Kota Maya kuno yang luas ditemukan secara tidak sengaja di hutan Meksiko. Seorang mahasiswa pascasarjana yang sedang menganalisis data drone publik di Meksiko menemukan sebuah kota Maya kuno yang besar yang terkubur di bawah hutan lebat. Selama berabad-abad, kota ini tersembunyi di tengah hutan di negara bagian Campeche, yang terletak di Teluk Meksiko. Penelitian terbaru yang dipublikasikan pada hari Selasa di jurnal Antiquity mengungkapkan situs-situs yang mencakup area sekitar satu setengah kali ukuran Washington, DC.

Para peneliti menemukan area yang padat dengan 6.674 bangunan, termasuk piramida yang mirip dengan yang ada di Chichén Itzá di Yucatan dan Tikal, sebuah benteng kuno di hutan hujan Guatemala utara. Luke Auld-Thomas, seorang kandidat Ph.D. di Universitas Tulane di New Orleans, Louisiana, “menemukan penemuan ini” saat menjelajahi internet, menurut Marcello Canuto, seorang profesor antropologi di Universitas Tulane.
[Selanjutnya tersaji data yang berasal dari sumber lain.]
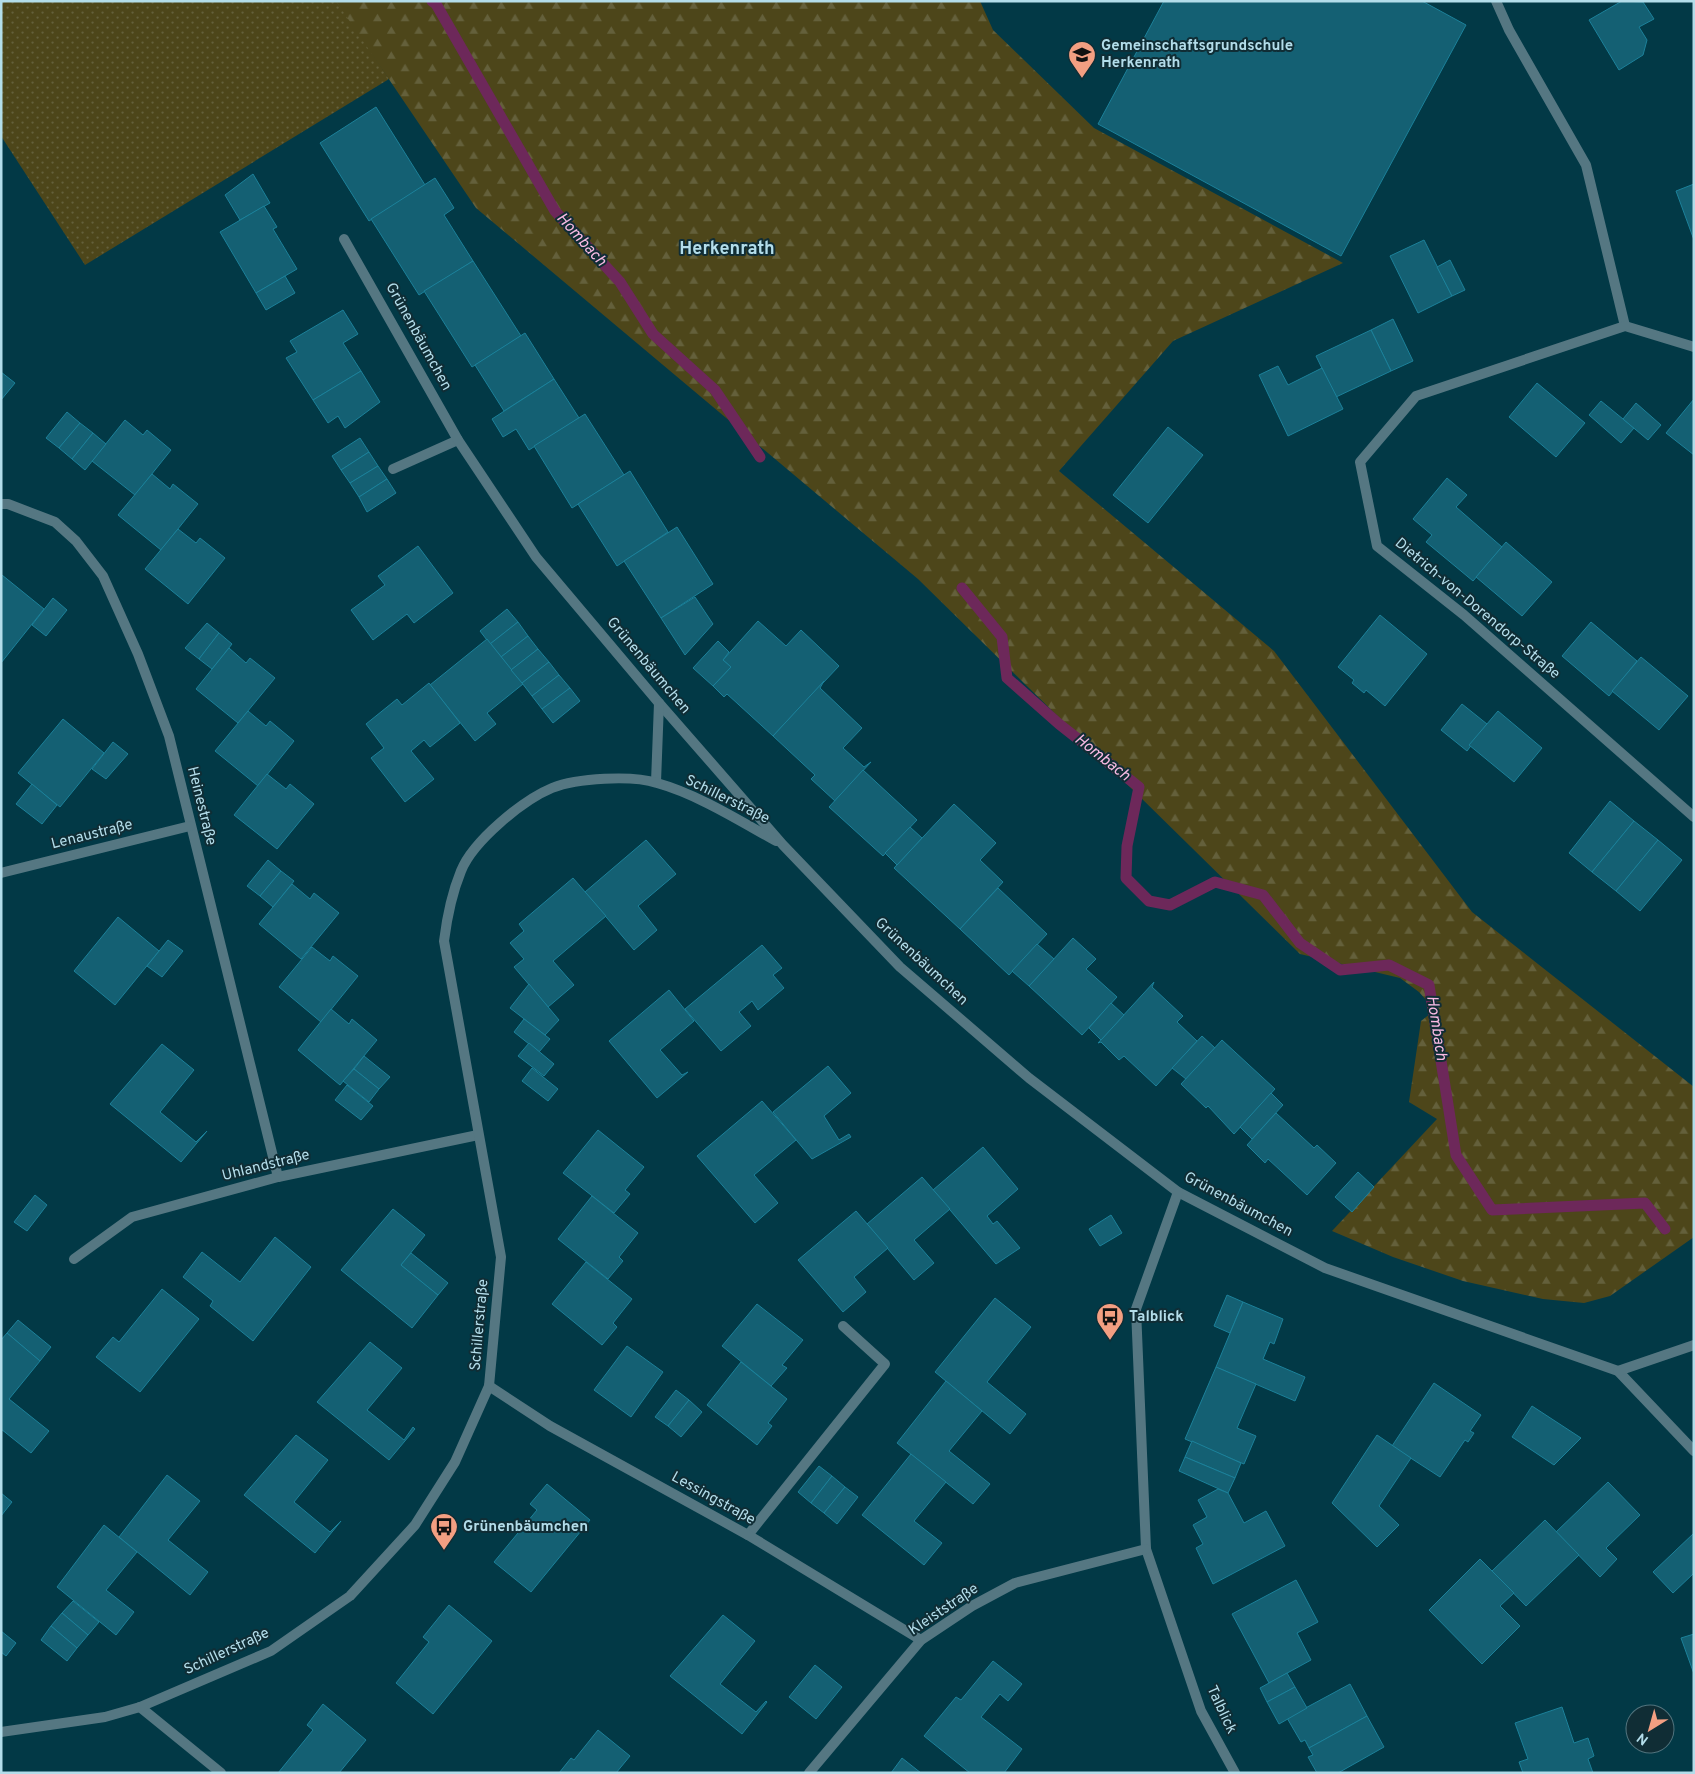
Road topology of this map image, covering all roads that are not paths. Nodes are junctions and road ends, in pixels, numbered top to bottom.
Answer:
1 (1496, 1) edge
2 (344, 239) dead end
3 (1625, 326) junction
4 (1694, 346) edge
5 (458, 440) junction
6 (394, 469) dead end
7 (1, 504) edge
8 (659, 704) junction
9 (656, 782) junction
10 (1694, 817) edge
11 (190, 826) junction
12 (783, 845) junction
13 (1, 873) edge
14 (478, 1135) junction
15 (278, 1178) junction
16 (1178, 1192) junction
17 (74, 1259) dead end
18 (843, 1326) dead end
19 (1694, 1345) edge
20 (1618, 1371) junction
21 (489, 1386) junction
22 (1694, 1451) edge
23 (748, 1535) junction
24 (1146, 1549) junction
25 (921, 1640) junction
26 (140, 1707) junction
27 (1, 1732) edge
28 (221, 1773) edge
29 (809, 1773) edge
30 (1235, 1773) edge

1 - 3 street
2 - 5 street, Grünenbäumchen
3 - 4 street
3 - 10 street, Dietrich-von-Dorendorp-Straße
5 - 6 street
5 - 8 street, Grünenbäumchen
7 - 11 street, Heinestraße
8 - 9 street
8 - 12 street, Grünenbäumchen
9 - 12 street, Schillerstraße
9 - 14 street, Schillerstraße
11 - 13 street, Lenaustraße
11 - 15 street, Heinestraße
12 - 16 street, Grünenbäumchen
14 - 15 street, Uhlandstraße
14 - 21 street, Schillerstraße
15 - 17 street, Uhlandstraße
16 - 20 street, Grünenbäumchen
16 - 24 street, Talblick
18 - 23 street
19 - 20 street
20 - 22 street, Grünenbäumchen
21 - 23 street, Lessingstraße
21 - 26 street, Schillerstraße
23 - 25 street, Lessingstraße
24 - 25 street, Kleiststraße
24 - 30 street, Talblick
25 - 29 street, Kleiststraße
26 - 27 street, Schillerstraße
26 - 28 street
Data yang dikumpulkan oleh tim penelitian yang mempelajari pola penggunaan lahan terungkap melalui teknologi pemetaan drone modern yang dikenal sebagai LiDAR, yang merupakan alat untuk deteksi dan pengukuran cahaya. Peta LiDAR telah digunakan oleh berbagai peneliti untuk mengumpulkan data untuk keperluan arkeologi dan non-arkeologi, tetapi Auld-Thomas menganalisis data tersebut dengan metode yang biasa digunakan oleh para arkeolog.
Sebuah tim peneliti kemudian menemukan kota kuno besar yang mereka namakan “Valeriana,” diambil dari nama laguna air tawar di dekatnya. Para peneliti menyatakan bahwa Valeriana, yang mungkin menjadi tempat tinggal bagi 30.000-50.000 orang pada masa kejayaannya, kemungkinan mengalami keruntuhan antara tahun 800 M dan 1.000 M karena berbagai alasan kompleks, termasuk perubahan iklim. “Konsensus yang berkembang adalah bahwa variabilitas iklim merupakan faktor utama yang menyebabkan tekanan, adaptasi, dan reaksi, yang mengarah pada keresahan sistemik yang lebih besar,” kata Canuto kepada NBC News pada hari Selasa.
Kondisi ini sebagian besar disebabkan oleh tingginya kepadatan populasi mereka, yang seiring waktu, dalam beberapa generasi, tidak mampu bertahan dari tantangan iklim. Teknologi LiDAR telah menjadi inovasi penting dalam dekade terakhir yang mengubah cara penelitian arkeologi dilakukan, terutama di daerah hutan lebat. Teknologi ini dapat mengungkapkan lapisan sejarah yang luas dan belum pernah terlihat sebelumnya yang terpendam di lokasi-lokasi terpencil yang sulit dijangkau.
Dengan kemampuan untuk memetakan area yang luas dengan akurasi tinggi, LiDAR membantu peneliti menemukan struktur yang tersembunyi. Canuto menjelaskan bahwa teknologi ini, yang memanfaatkan pulsa laser untuk menembus kanopi hutan dan menangkap gambar lanskap di bawahnya dengan detail yang sangat tinggi, memiliki potensi yang luar biasa, dan menyebutnya sebagai bentuk “deforestasi digital.” Tidak ada gambar yang diketahui tentang kota yang hilang tersebut, menurut Canuto, hanya peta LiDAR yang ada, karena belum ada yang pernah mengunjungi lokasi itu bersama penduduk setempat, yang mungkin berasumsi bahwa reruntuhan tersebut terletak di bawah tumpukan tanah.
Meskipun penelitian ini merupakan yang pertama kali mengungkapkan bangunan Maya di wilayah Campeche timur-tengah, para arkeolog menemukan bahwa area dengan jejak aktivitas manusia lebih umum daripada yang diperkirakan sebelumnya. Canuto berharap penemuan ini menyoroti pentingnya penelitian lapangan lebih lanjut, di samping upaya besar untuk memetakan daerah tersebut menggunakan drone. “Ini akan menjadi luar biasa dalam 10 hingga 20 tahun ke depan,” ujarnya. “Kita seharusnya dapat menggandakan jumlah area yang dipetakan dengan LiDAR.”